I've been a Naval Flight Surgeon for a USMC F/A-18D Hornet squadron for the past year. Really, it's an easy job. I work Monday thru Friday 0700 - 1600, but I have a lot of down time to just hangout at the clinic or squadron. There's no call. I'm the doctor for approximately 200 Marines.

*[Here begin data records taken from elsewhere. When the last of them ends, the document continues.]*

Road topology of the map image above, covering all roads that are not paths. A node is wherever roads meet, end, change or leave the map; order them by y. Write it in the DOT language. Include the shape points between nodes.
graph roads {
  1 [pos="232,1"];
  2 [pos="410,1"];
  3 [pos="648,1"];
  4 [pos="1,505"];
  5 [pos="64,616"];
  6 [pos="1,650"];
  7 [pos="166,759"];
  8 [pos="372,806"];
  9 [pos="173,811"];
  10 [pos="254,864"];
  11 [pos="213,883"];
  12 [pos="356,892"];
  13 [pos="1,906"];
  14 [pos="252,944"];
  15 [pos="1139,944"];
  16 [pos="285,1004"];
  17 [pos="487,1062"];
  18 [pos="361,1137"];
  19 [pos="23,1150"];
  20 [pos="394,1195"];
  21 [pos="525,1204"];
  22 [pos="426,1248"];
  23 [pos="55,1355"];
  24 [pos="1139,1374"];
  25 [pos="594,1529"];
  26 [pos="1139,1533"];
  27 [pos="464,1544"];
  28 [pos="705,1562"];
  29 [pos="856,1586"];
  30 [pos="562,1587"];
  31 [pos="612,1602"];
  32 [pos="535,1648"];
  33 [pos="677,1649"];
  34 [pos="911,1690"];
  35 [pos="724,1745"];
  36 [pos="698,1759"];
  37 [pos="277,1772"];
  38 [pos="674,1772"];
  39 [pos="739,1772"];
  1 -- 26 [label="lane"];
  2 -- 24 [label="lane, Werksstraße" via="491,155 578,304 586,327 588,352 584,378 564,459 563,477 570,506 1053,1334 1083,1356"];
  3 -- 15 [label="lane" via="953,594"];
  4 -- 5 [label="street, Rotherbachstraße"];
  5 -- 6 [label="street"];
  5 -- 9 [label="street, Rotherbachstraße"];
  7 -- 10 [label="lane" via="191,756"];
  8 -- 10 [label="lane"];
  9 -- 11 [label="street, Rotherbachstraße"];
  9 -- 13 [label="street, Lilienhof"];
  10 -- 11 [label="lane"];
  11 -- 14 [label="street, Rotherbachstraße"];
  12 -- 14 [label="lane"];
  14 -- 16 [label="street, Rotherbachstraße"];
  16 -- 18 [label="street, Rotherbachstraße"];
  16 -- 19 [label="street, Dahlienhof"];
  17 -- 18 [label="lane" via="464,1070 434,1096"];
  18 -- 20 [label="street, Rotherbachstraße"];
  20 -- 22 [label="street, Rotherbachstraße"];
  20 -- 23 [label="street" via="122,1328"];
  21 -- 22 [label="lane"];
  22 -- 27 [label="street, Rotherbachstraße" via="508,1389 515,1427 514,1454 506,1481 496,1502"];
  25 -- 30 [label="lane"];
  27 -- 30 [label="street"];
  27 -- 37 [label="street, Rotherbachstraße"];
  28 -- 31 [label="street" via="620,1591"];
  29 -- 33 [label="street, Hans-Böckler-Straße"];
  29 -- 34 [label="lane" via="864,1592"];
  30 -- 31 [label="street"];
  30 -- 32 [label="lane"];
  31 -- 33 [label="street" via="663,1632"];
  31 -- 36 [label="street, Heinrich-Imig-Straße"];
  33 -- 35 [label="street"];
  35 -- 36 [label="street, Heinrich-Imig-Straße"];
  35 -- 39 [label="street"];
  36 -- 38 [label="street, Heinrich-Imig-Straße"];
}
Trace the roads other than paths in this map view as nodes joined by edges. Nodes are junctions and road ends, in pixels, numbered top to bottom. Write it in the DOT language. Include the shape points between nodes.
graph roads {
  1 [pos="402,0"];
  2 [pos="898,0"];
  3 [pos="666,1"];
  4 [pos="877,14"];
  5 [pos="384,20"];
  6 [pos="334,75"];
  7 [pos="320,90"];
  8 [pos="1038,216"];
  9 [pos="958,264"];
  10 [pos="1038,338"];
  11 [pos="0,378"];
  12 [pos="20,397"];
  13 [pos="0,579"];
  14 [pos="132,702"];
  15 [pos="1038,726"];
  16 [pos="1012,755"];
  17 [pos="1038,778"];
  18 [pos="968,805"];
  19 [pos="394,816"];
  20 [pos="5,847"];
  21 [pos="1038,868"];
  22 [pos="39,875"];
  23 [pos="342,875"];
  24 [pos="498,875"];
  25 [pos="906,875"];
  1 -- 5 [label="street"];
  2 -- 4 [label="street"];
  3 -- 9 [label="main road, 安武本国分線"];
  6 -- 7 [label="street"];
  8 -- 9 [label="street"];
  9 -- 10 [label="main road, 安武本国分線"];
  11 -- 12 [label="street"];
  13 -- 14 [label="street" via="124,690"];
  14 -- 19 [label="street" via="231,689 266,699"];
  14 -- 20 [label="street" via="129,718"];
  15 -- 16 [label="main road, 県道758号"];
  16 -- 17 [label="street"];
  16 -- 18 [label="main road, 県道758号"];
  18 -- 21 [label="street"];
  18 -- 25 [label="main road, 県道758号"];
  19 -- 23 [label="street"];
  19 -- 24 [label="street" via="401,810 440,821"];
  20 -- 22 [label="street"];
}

Here's what I think are the PROS and CONS of being a FS. Honestly, I cannot comment for UMO's because I'm not one.

PROS of being a FS:
1. It's fun! FS get to fly. UMO's get to dive.
2. You get more $$$ for being a FS or UMO. Flight Pay! Dive Pay!
3. FS and UMO docs generally are responsible for a smaller number of military personnel. So you really get to know your people. Plus, it's easier to manage medical and dental readiness. Generic GMO's (eg. USMC infantry, Navy boats, etc) are responsible for a larger number of people.
4. Less paperwork! I think aviation and undersea squadron are healthier than what I've seen in the regular GMO billets. I have only written 2 limited duty boards (LIMDU) in the past year and ZERO PEB boards (aka "medical boards")...knock on wood :D The regular GMO billets at my clinic (eg. infantry, MALS, H&HS) are writing LIMDU and PEB boards all the time.

CONS of being a FS:
1. You must commit to be a GMO for AT LEAST 3 years (after Internship). You go to STUDENT flight surgery or undersea school for 6-7 months. Once you graduate, you are then required to do 2 years as a FS or UMO. The generic GMO can apply for Navy residency after 2 years, and sometimes even 1 year (eg. Okinawa billets). So if you really just want to get back to the hospital and start your residency, FS or UMO tours are not for you. Honestly, after 3 years as a FS or UMO, it's time to move on to residency and become a board certified physician.



As for deployments, FS's and UMO's can deploy just as often as generic GMO's. I've already done a 6 WEST PAC month deployment. I'm scheduled to go to Iraq next year. I know of USMC Cobra helicopter squadrons deploying every 6-7 months! Example: 6 months deployed to Iraq, then 6 months home, then 6 months deployed again...etc, etc. But honestly, it depends on your billet. If your a FS at a training squadron, you can be 99% sure you will Not deploy. I don't know much about UMO, but my UMO buddy says if you are taking care of submarine squadrons, you deploy for less than 3 months every year!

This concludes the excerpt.